Maldivian association football season

This page includes statistics of Second Division Football Tournament in the 2010 season.

==Stadiums==
The Group stage was played at Maafannu Turd Ground. League round was held at Gaumee Football Dhan'du.

==Teams==
Nine teams competited in the 2010 Second Division Football Tournament. These teams were divided into two groups (five teams in group A, four in group B).

===Group A===
- Club Eagles
- Club Gaamagu
- Police Club
- Sports Club Mecano
- United Victory

===Group B===
- Dhivehi Sifainge Club
- Hurriyya Sports Club
- L.T. Sports Club
- Red Line Club

==Group stage==
From each group, the top three teams advanced to the league round.

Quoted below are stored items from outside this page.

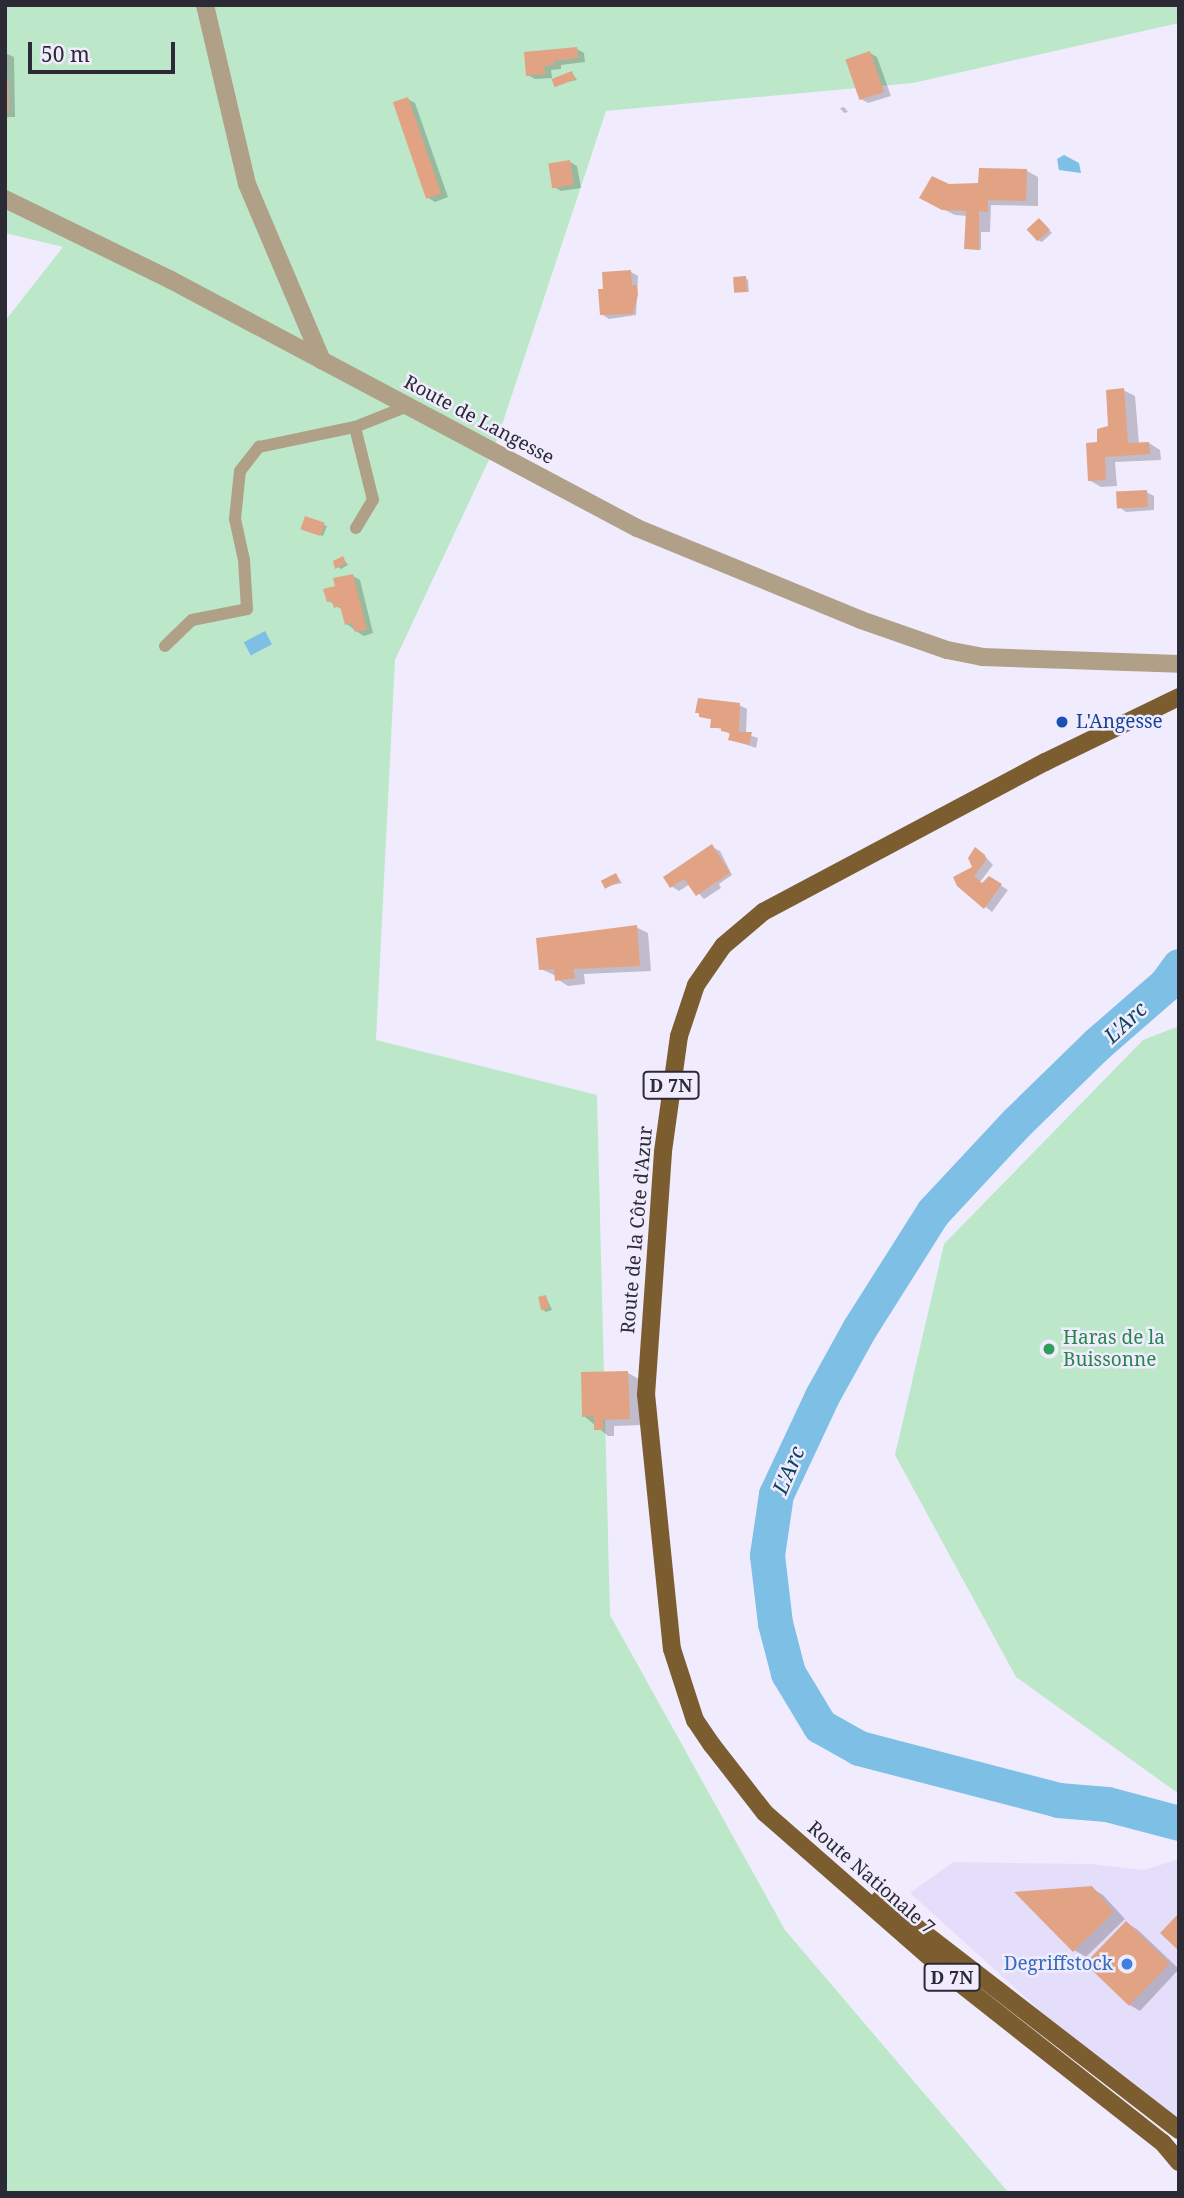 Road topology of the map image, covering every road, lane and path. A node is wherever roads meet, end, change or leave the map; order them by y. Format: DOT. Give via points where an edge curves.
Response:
graph roads {
  1 [pos="205,5"];
  2 [pos="9,204"];
  3 [pos="322,361"];
  4 [pos="408,406"];
  5 [pos="355,427"];
  6 [pos="356,528"];
  7 [pos="165,646"];
  8 [pos="1179,664"];
  9 [pos="1179,697"];
  10 [pos="712,1745"];
  11 [pos="736,1779"];
  12 [pos="1179,2130"];
  13 [pos="1179,2162"];
  1 -- 3 [label="street" via="247,184"];
  2 -- 3 [label="street, Route de Langesse" via="171,280"];
  3 -- 4 [label="street, Route de Langesse"];
  4 -- 5 [label="lane"];
  4 -- 8 [label="street, Route de Langesse" via="637,528 861,620 947,650 982,657"];
  5 -- 6 [label="lane" via="373,500"];
  5 -- 7 [label="lane" via="259,447 240,471 235,519 244,560 247,610 192,620"];
  9 -- 10 [label="main road, Route de la Côte d'Azur / D 7N" via="1033,768 763,912 723,946 696,985 670,1094 646,1394 672,1649 695,1720"];
  10 -- 11 [label="main road, Route Nationale 7 / D 7N"];
  11 -- 12 [label="main road, Route Nationale 7 / D 7N" via="896,1912"];
  11 -- 13 [label="main road, Route Nationale 7 / D 7N" via="765,1813 938,1965 1163,2143"];
} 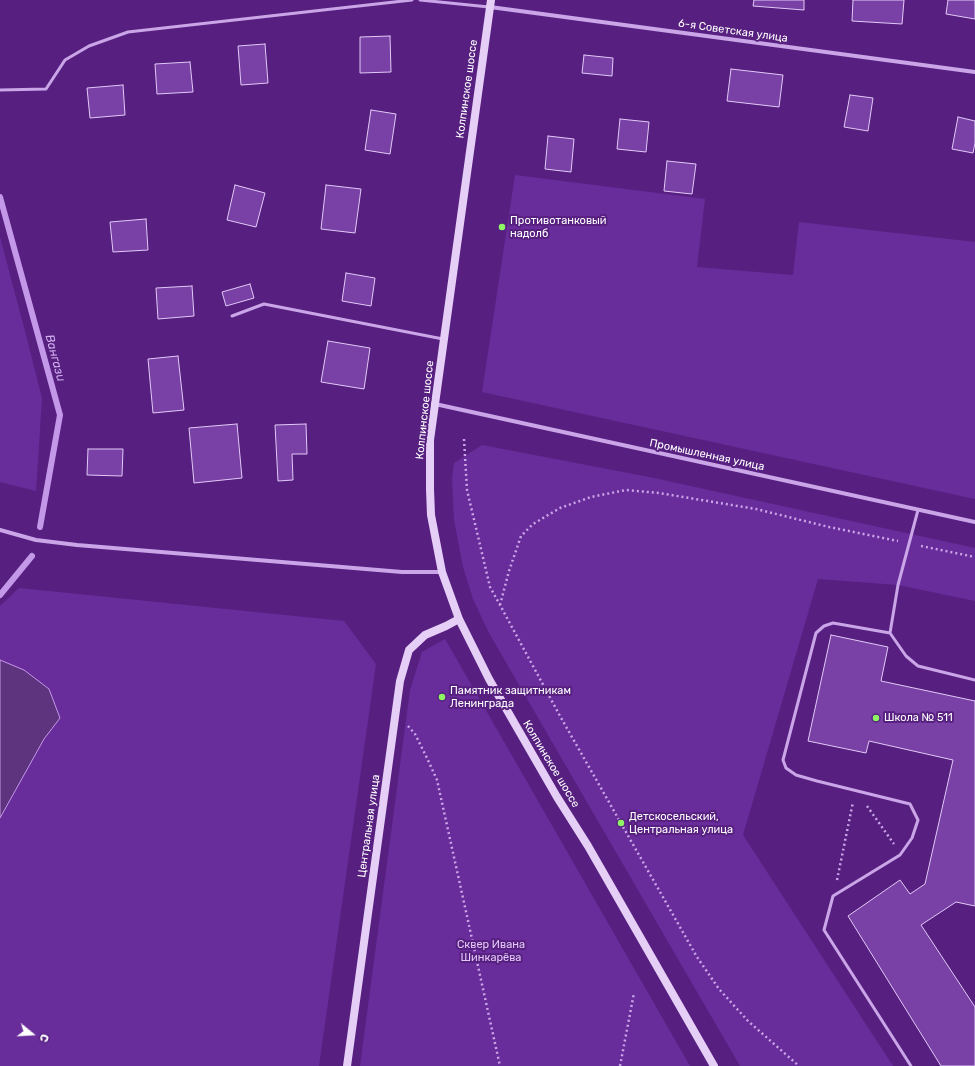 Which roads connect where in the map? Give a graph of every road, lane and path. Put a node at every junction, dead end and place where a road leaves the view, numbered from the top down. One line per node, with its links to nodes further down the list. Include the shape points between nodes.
1 (412, 0): 5 (lane, via 128,32 89,46 65,60 46,89)
2 (420, 0): 3 (lane)
3 (490, 4): 4 (street, 6-я Советская улица); 7 (main road, Колпинское шоссе)
4 (975, 72)
5 (0, 90)
6 (232, 316): 7 (lane, via 264,304)
7 (444, 339): 8 (main road, Колпинское шоссе)
8 (435, 404): 10 (street, Промышленная улица); 15 (main road, Колпинское шоссе, via 430,440 431,515)
9 (464, 439): 16 (path, via 467,490 490,587)
10 (918, 510): 11 (street, Промышленная улица); 13 (lane)
11 (975, 522)
12 (0, 530): 15 (street, via 36,540 77,545 402,572)
13 (909, 543): 14 (path); 16 (path, via 756,509 626,490 591,497 560,508 533,524 522,536); 18 (lane, via 898,585)
14 (975, 557)
15 (442, 572): 17 (main road, Колпинское шоссе)
16 (500, 605): 29 (path, via 697,957 719,989 748,1021)
17 (459, 619): 20 (main road, Центральная улица, via 425,635 408,650 400,681); 28 (main road, Колпинское шоссе, via 489,679)
18 (890, 633): 19 (lane, via 906,656 918,666); 21 (lane, via 833,623 816,633 783,760 786,768 796,775)
19 (975, 680)
20 (396, 713): 25 (main road, Центральная улица); 26 (path, via 415,734 436,780)
21 (855, 790): 22 (path); 22 (lane, via 910,804 918,820 912,838); 23 (path)
22 (900, 855): 23 (lane)
23 (833, 896): 30 (lane, via 824,930)
24 (634, 992): 27 (path)
25 (347, 1066)
26 (500, 1066)
27 (620, 1066)
28 (714, 1066)
29 (799, 1066)
30 (911, 1066) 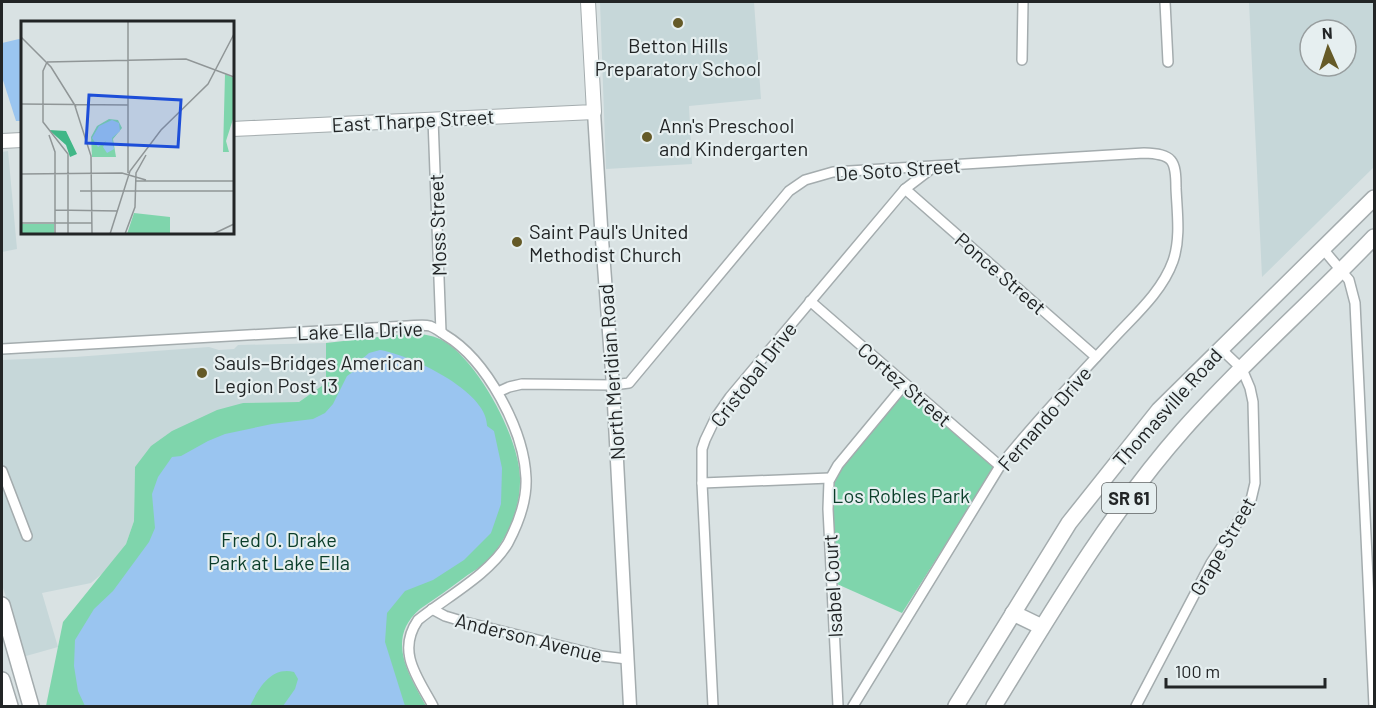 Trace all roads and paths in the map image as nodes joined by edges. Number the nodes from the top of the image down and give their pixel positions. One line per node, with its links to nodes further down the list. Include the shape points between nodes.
1 (588, 2): 6 (main road, North Meridian Road)
2 (1023, 2): 4 (street)
3 (1165, 2): 5 (street)
4 (1022, 60)
5 (1168, 63)
6 (594, 112): 7 (main road, East Tharpe Street); 25 (street, North Meridian Road)
7 (433, 118): 8 (main road, East Tharpe Street); 19 (street, Moss Street)
8 (234, 129)
9 (21, 140): 10 (main road)
10 (2, 141)
11 (1169, 157): 12 (street, De Soto Street, via 1144,153); 22 (street, Fernando Drive, via 1174,163 1176,180 1178,238 1172,263 1148,301)
12 (935, 166): 13 (street, Cristobal Drive); 25 (street, De Soto Street, via 833,172 789,191 629,383)
13 (905, 189): 18 (street, Cristobal Drive); 22 (street, Ponce Street)
14 (1374, 198): 16 (main road, Thomasville Road / SR 61)
15 (1374, 237): 17 (main road, Thomasville Road / SR 61)
16 (1323, 249): 17 (street); 20 (main road, Thomasville Road / SR 61)
17 (1342, 270): 23 (main road, Thomasville Road / SR 61); 48 (street, via 1355,303)
18 (810, 301): 24 (street, Cortez Street); 30 (street, Cristobal Drive, via 716,417 702,449)
19 (441, 332): 21 (street, Lake Ella Drive, via 429,326 407,326); 26 (street, Lake Ella Drive, via 465,351)
20 (1220, 348): 23 (street, Grape Street); 34 (main road, Thomasville Road / SR 61, via 1112,467 1069,523)
21 (2, 349)
22 (1096, 357): 27 (street, Fernando Drive)
23 (1242, 369): 35 (main road, Thomasville Road / SR 61, via 1143,478 1097,540); 47 (street, Grape Street, via 1253,402 1253,495 1211,563)
24 (905, 384): 27 (street, Cortez Street); 29 (street)
25 (613, 385): 26 (street, via 530,383); 36 (street, North Meridian Road)
26 (498, 392): 33 (street, Lake Ella Drive, via 524,460 523,505 499,556)
27 (1000, 466): 44 (street, Fernando Drive)
28 (2, 471): 31 (street)
29 (830, 478): 30 (street); 43 (street, Isabel Court, via 828,509)
30 (702, 483): 42 (street, Cristobal Drive)
31 (27, 536)
32 (2, 605): 39 (main road)
33 (432, 609): 36 (street, Anderson Avenue, via 465,622); 40 (street, Lake Ella Drive, via 414,627 408,648 412,668)
34 (1013, 613): 35 (main road); 45 (main road, Thomasville Road / SR 61)
35 (1042, 627): 46 (main road, Thomasville Road / SR 61)
36 (627, 659): 41 (street, North Meridian Road)
37 (2, 680): 38 (main road)
38 (10, 706)
39 (31, 706)
40 (433, 706)
41 (630, 706)
42 (713, 706)
43 (838, 706)
44 (853, 706)
45 (956, 706)
46 (994, 706)
47 (1136, 706)
48 (1374, 706) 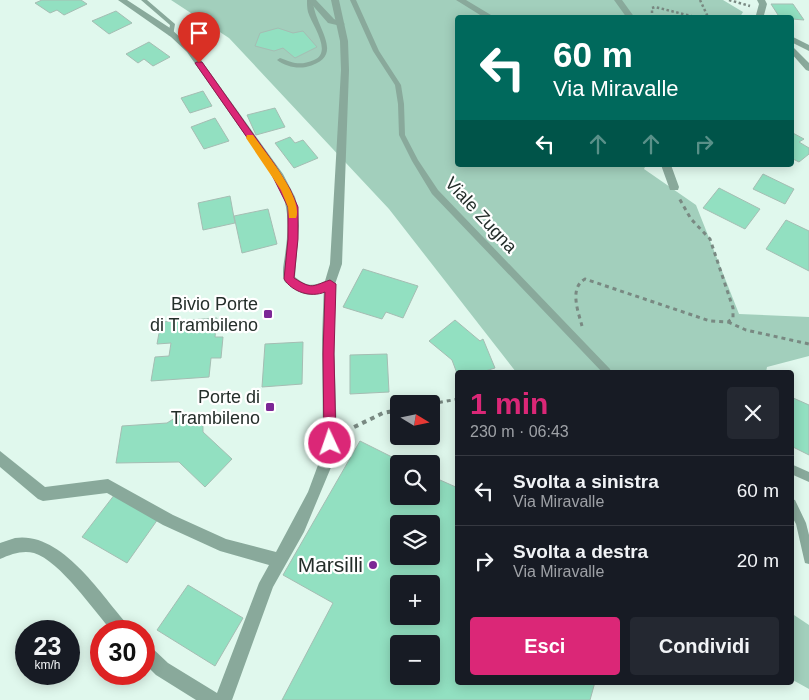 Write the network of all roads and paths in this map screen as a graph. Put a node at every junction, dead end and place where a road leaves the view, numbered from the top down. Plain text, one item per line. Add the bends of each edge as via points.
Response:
1 (122, 0) edge
2 (144, 0) edge
3 (311, 0) edge
4 (335, 0) edge
5 (352, 0) edge
6 (460, 0) edge
7 (618, 0) edge
8 (700, 0) edge
9 (729, 0) edge
10 (762, 2) edge
11 (487, 15) edge
12 (629, 15) edge
13 (652, 15) edge
14 (687, 15) edge
15 (707, 15) edge
16 (760, 15) edge
17 (341, 24) junction
18 (171, 35) junction
19 (794, 40) edge
20 (809, 48) edge
21 (794, 50) edge
22 (280, 60) dead end
23 (809, 68) edge
24 (667, 167) edge
25 (674, 187) joint
26 (330, 284) junction
27 (728, 322) junction
28 (809, 344) edge
29 (587, 351) junction
30 (605, 370) edge
31 (455, 400) edge
32 (440, 403) edge
33 (390, 412) edge
34 (330, 443) junction
35 (0, 458) edge
36 (794, 471) edge
37 (809, 477) edge
38 (794, 510) edge
39 (0, 551) edge
40 (809, 558) edge
41 (278, 560) junction
42 (112, 620) edge
43 (155, 662) edge
44 (212, 700) edge
45 (223, 700) edge

1 - 18 street
2 - 18 lane via 170,20 173,25
3 - 17 street via 331,21
3 - 22 lane via 311,12 326,47 324,57 320,62 298,67
4 - 17 street
5 - 29 lane, Viale Zugna via 376,51 398,85 402,104 402,136 435,192
6 - 11 street
7 - 12 street
8 - 15 path
9 - 10 path via 747,6
10 - 16 street
13 - 14 path via 655,7
17 - 26 street via 344,109 336,264
18 - 26 street via 181,41 209,74 285,189 293,207 289,279 301,288 316,291
19 - 20 street
21 - 23 street
24 - 25 street
25 - 27 path via 691,219 710,239 733,308 733,318
26 - 34 street
27 - 28 path via 746,330
27 - 29 path via 710,321 585,279 576,286 576,298
29 - 30 lane, Viale Zugna
31 - 32 path
33 - 34 path via 350,428
34 - 41 street via 314,495
35 - 41 street via 43,494 108,486 168,520 225,546
36 - 37 lane
38 - 40 lane via 801,523
39 - 42 street via 21,544 40,547 60,560
41 - 45 street
43 - 44 street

Police Club, Club Eagles and United Victory advanced to the league round from Group A. L.T. Sports Club, Dhivehi Sifainge Club and Red Line Club advanced from Group B.

==League round==
The top three teams from each group qualified to this round. This round was played between the six teams, where they engaged in a round-robin tournament within itself. The highest ranked team would be declared as champions. The second placed team would be qualified to play in the 2011 Dhivehi league play-off with the champion team.

Dhivehi Sifainge Club won topped the league round, while Club Eagles finished at second. Due to the Football Association of Maldives rules, Dhivehi Sifainge Club was not eligible to play in any play-offs for the first division. Therefore, the play-offs were held with only three teams.

==Awards==

| Award | Winner |
|---|---|
| Best Player | Adam Lareef |
| Best Goalkeeper | Ahmed Jinah (Dhivehi Sifainge Club) |
| Top Scorer | Adam Lareef |

==Notes==

1. Club Eagles gained promotion to the 2011 Dhivehi League after winning second in the 2011 Dhivehi league play-off.